_WHAT IS REQUIRED_
Your response should contain every line from the data below that holds the string "bridge".
BEGIN INFORMATION
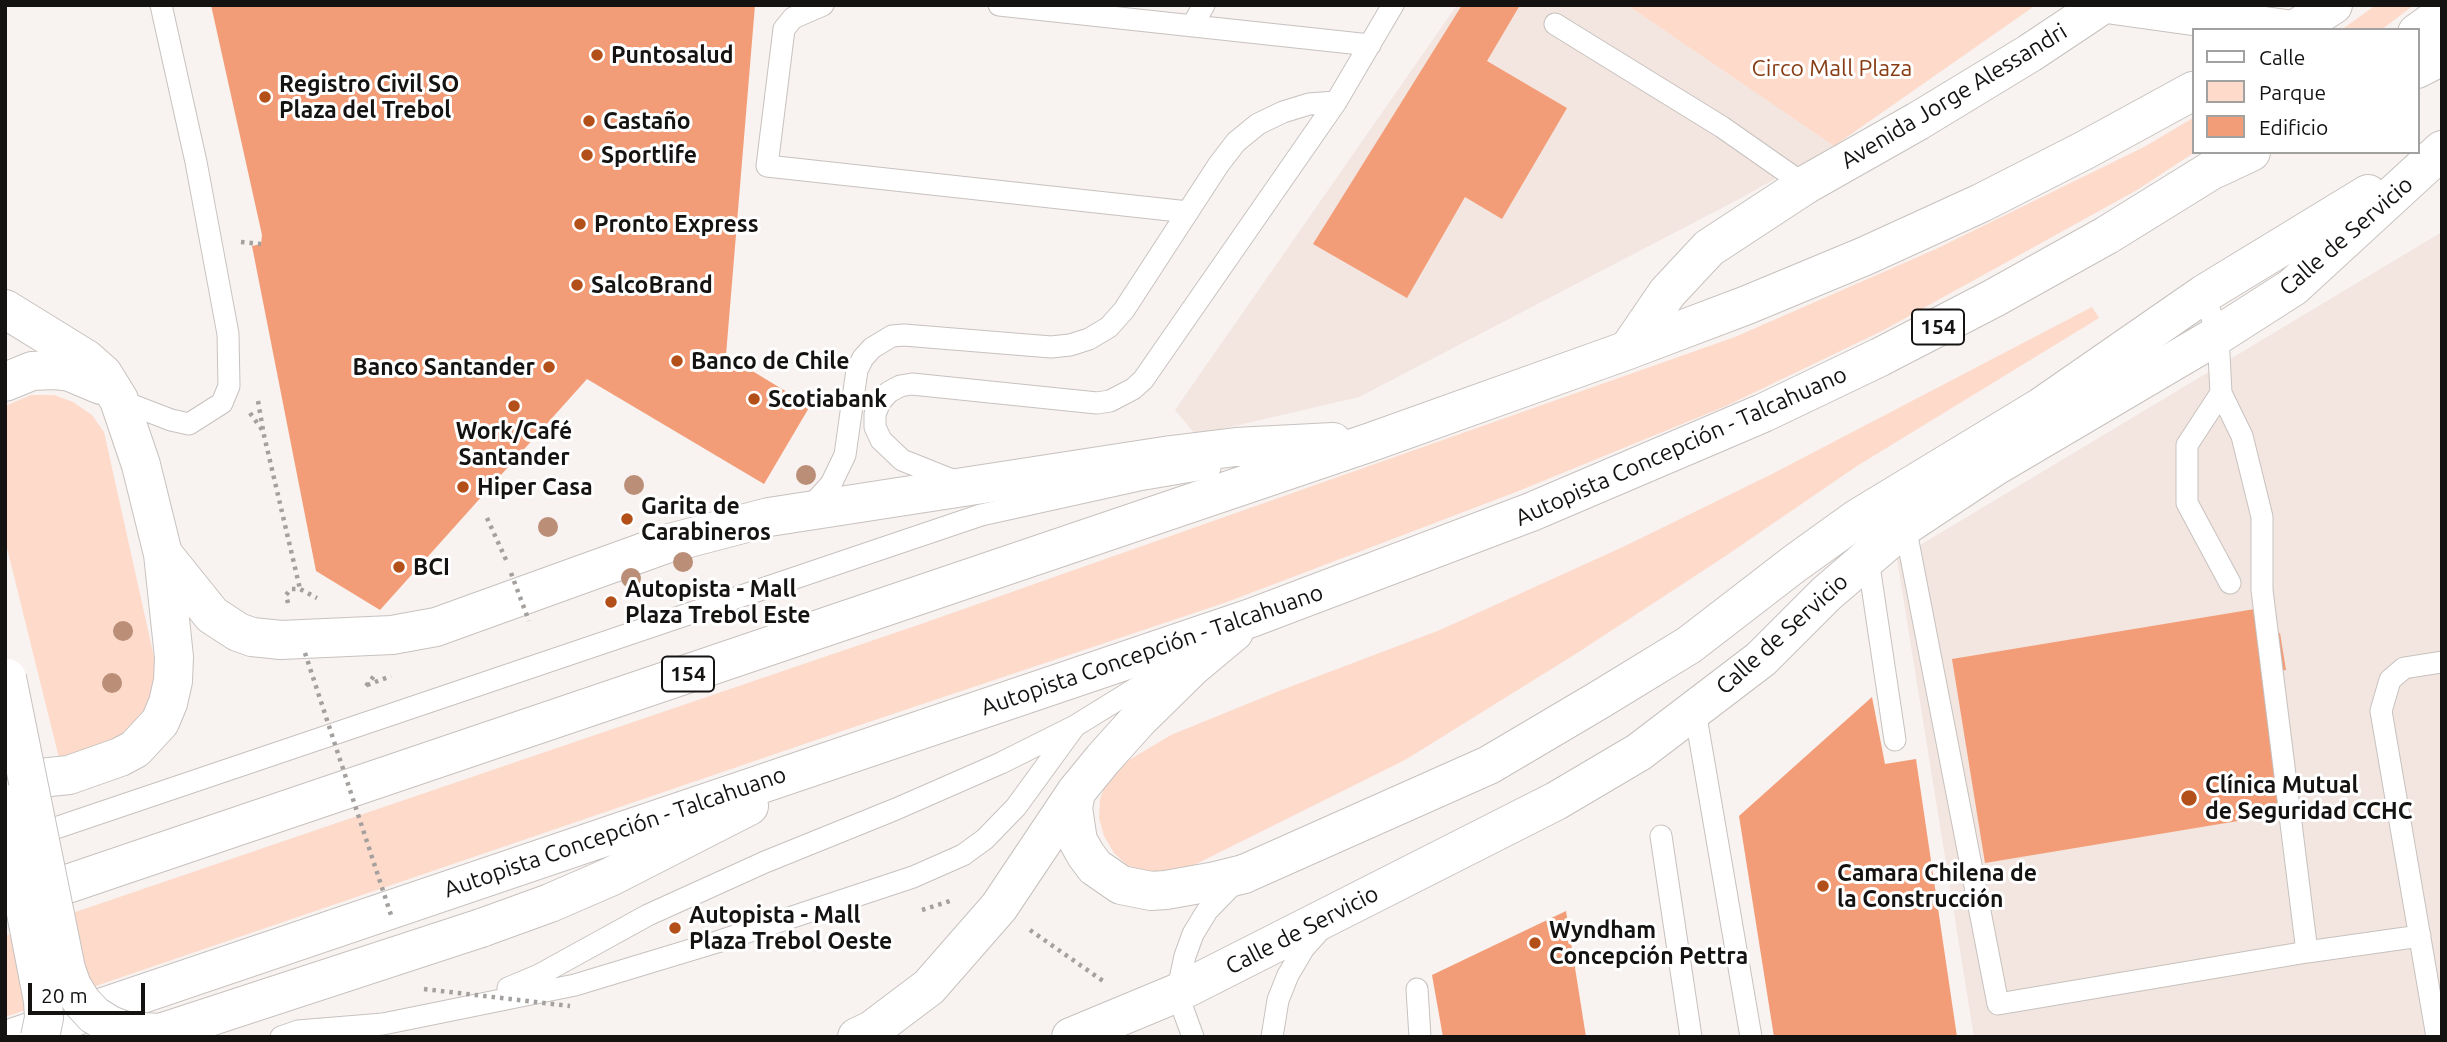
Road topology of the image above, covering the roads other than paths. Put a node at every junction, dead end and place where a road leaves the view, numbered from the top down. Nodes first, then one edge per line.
1 (161, 5) edge
2 (823, 5) edge
3 (999, 5) edge
4 (1204, 5) edge
5 (1393, 5) edge
6 (2102, 5) edge
7 (2114, 5) edge
8 (2320, 5) edge
9 (2333, 5) edge
10 (2442, 15) edge
11 (1555, 24) dead end
12 (1192, 26) junction
13 (2280, 28) edge
14 (2296, 28) edge
15 (2297, 28) edge
16 (2419, 32) edge
17 (1370, 45) junction
18 (2442, 56) edge
19 (2419, 68) edge
20 (2192, 92) edge
21 (1336, 102) junction
22 (2442, 143) edge
23 (2442, 150) edge
24 (2246, 154) edge
25 (2229, 160) edge
26 (1805, 185) junction
27 (1188, 212) junction
28 (2204, 294) junction
29 (5, 309) edge
30 (2218, 335) junction
31 (1628, 350) junction
32 (5, 382) edge
33 (2221, 393) junction
34 (119, 400) junction
35 (1371, 442) junction
36 (966, 486) junction
37 (806, 511) junction
38 (1858, 518) junction
39 (1905, 526) junction
40 (163, 554) junction
41 (1868, 557) junction
42 (2230, 583) dead end
43 (1251, 618) junction
44 (2442, 662) edge
45 (6, 673) edge
46 (1695, 710) junction
47 (1075, 726) junction
48 (1895, 740) dead end
49 (815, 764) junction
50 (5, 774) edge
51 (1076, 792) junction
52 (5, 804) edge
53 (1661, 836) dead end
54 (5, 845) edge
55 (1244, 874) junction
56 (5, 905) edge
57 (1349, 906) junction
58 (2420, 936) junction
59 (2307, 952) junction
60 (1417, 989) dead end
61 (1177, 993) junction
62 (467, 1006) junction
63 (1082, 1036) edge
64 (15, 1037) edge
65 (40, 1037) edge
66 (281, 1037) edge
67 (857, 1037) edge
68 (1193, 1037) edge
69 (1272, 1037) edge
70 (1420, 1037) edge
71 (1691, 1037) edge
72 (1751, 1037) edge
73 (2437, 1037) edge

1 - 34 lane
2 - 27 lane
3 - 12 lane
4 - 12 lane
5 - 17 lane
6 - 26 main road, Avenida Jorge Alessandri
7 - 13 main road
8 - 14 main road
9 - 15 main road
10 - 16 main road
11 - 26 lane
12 - 17 lane
17 - 21 lane
18 - 19 main road
20 - 31 main road, 154
21 - 27 lane
21 - 36 lane
22 - 28 main road, Calle de Servicio
23 - 30 main road, Calle de Servicio
24 - 25 main road, Autopista Concepción - Talcahuano
25 - 43 main road, Autopista Concepción - Talcahuano / 154
26 - 31 main road, Avenida Jorge Alessandri
27 - 37 lane
28 - 30 lane
28 - 38 main road, Calle de Servicio
29 - 34 main road
30 - 33 lane
30 - 39 main road, Calle de Servicio
31 - 35 main road, 154
32 - 34 main road
33 - 42 lane
33 - 59 lane
34 - 40 main road
35 - 36 main road
35 - 54 lane
35 - 56 main road, 154
36 - 37 main road
37 - 40 main road
38 - 41 lane
38 - 55 main road, Calle de Servicio
39 - 41 main road, Calle de Servicio
39 - 59 lane
40 - 50 main road
41 - 46 main road, Calle de Servicio
41 - 48 lane
43 - 47 lane
43 - 49 main road, Autopista Concepción - Talcahuano / 154
43 - 51 main road
44 - 58 lane
45 - 49 main road, bridge
46 - 57 main road, Calle de Servicio
46 - 72 lane
47 - 62 lane
47 - 62 lane
49 - 64 main road, Autopista Concepción - Talcahuano / 154
51 - 55 main road, Calle de Servicio
51 - 67 main road
52 - 65 main road, bridge
53 - 71 lane
55 - 61 lane
57 - 61 main road, Calle de Servicio
57 - 69 lane
58 - 59 lane
58 - 73 lane
60 - 70 lane
61 - 63 main road, Calle de Servicio
61 - 68 lane
62 - 66 lane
END INFORMATION
_ANSWER SPACE_
45 - 49 main road, bridge
52 - 65 main road, bridge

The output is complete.